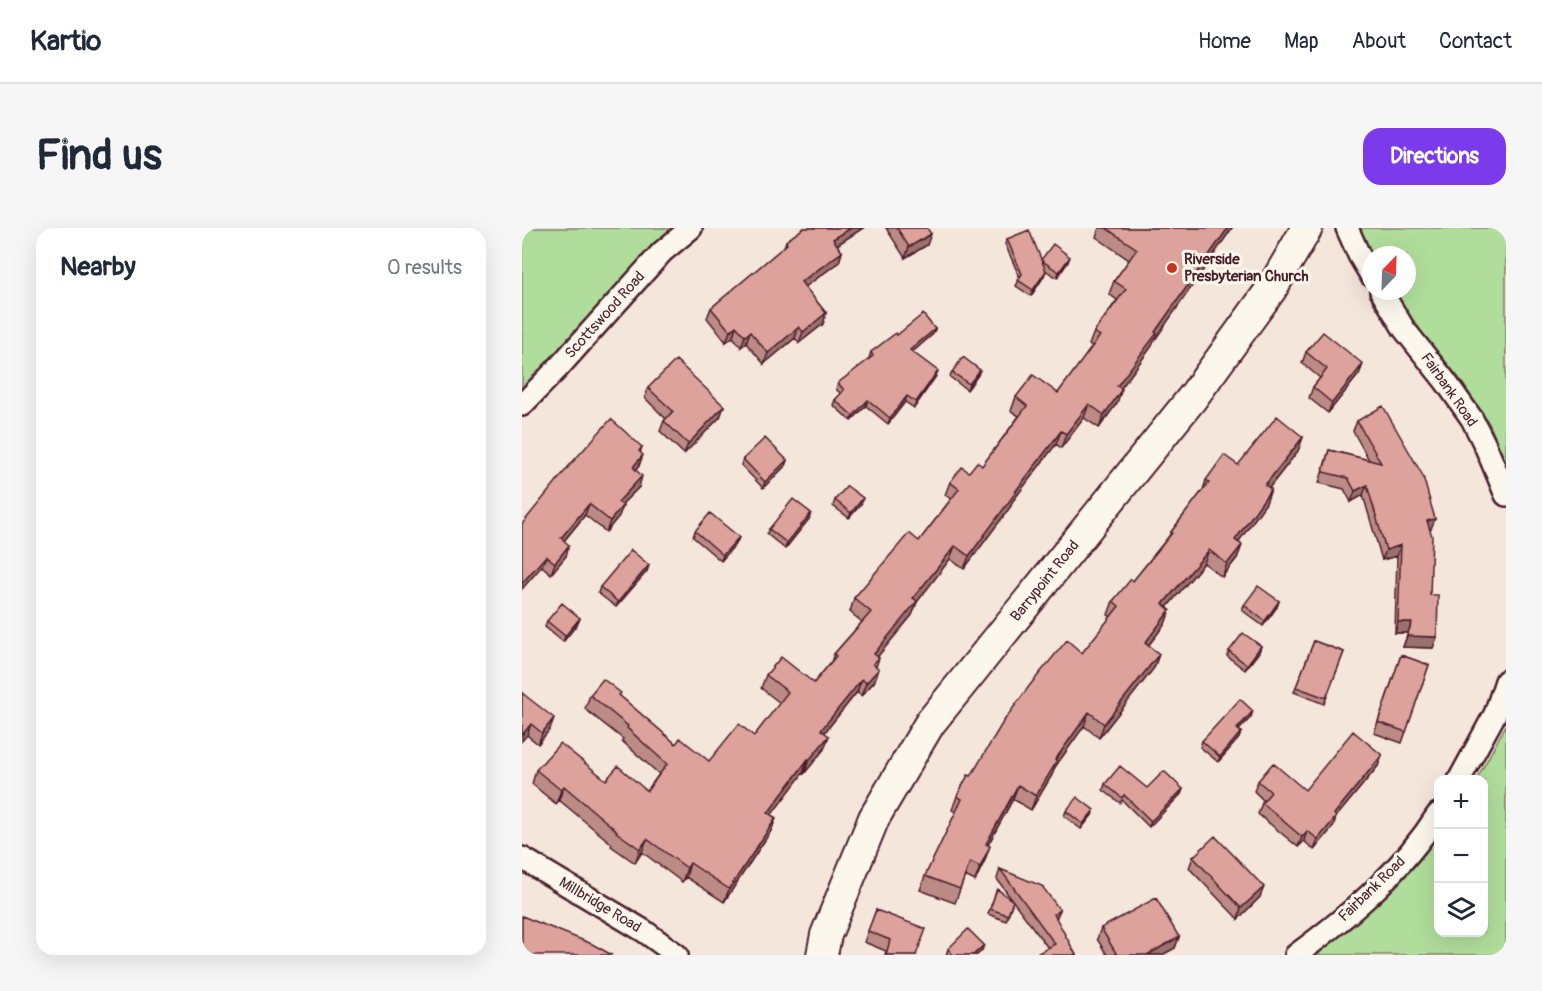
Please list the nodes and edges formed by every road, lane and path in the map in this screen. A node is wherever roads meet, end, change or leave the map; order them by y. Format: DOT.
graph roads {
  1 [pos="691,228"];
  2 [pos="1307,228"];
  3 [pos="1347,228"];
  4 [pos="1362,260"];
  5 [pos="1386,300"];
  6 [pos="522,405"];
  7 [pos="1506,495"];
  8 [pos="1506,681"];
  9 [pos="1462,775"];
  10 [pos="1434,821"];
  11 [pos="522,858"];
  12 [pos="677,955"];
  13 [pos="822,955"];
  14 [pos="1296,955"];
  1 -- 6 [label="street, Scottswood Road"];
  2 -- 13 [label="street, Barrypoint Road"];
  3 -- 4 [label="street"];
  5 -- 7 [label="street, Fairbank Road"];
  8 -- 9 [label="street"];
  10 -- 14 [label="street, Fairbank Road"];
  11 -- 12 [label="street, Millbridge Road"];
}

---

GOAL OF THE EXERCISE - Copy out all the entries exactly. Images stay out of the copy.

ANSWER SECTION -
Please list the nodes and edges formed by every road, lane and path in the map in this screen. A node is wherever roads meet, end, change or leave the map; order them by y. Format: DOT.
graph roads {
  1 [pos="691,228"];
  2 [pos="1307,228"];
  3 [pos="1347,228"];
  4 [pos="1362,260"];
  5 [pos="1386,300"];
  6 [pos="522,405"];
  7 [pos="1506,495"];
  8 [pos="1506,681"];
  9 [pos="1462,775"];
  10 [pos="1434,821"];
  11 [pos="522,858"];
  12 [pos="677,955"];
  13 [pos="822,955"];
  14 [pos="1296,955"];
  1 -- 6 [label="street, Scottswood Road"];
  2 -- 13 [label="street, Barrypoint Road"];
  3 -- 4 [label="street"];
  5 -- 7 [label="street, Fairbank Road"];
  8 -- 9 [label="street"];
  10 -- 14 [label="street, Fairbank Road"];
  11 -- 12 [label="street, Millbridge Road"];
}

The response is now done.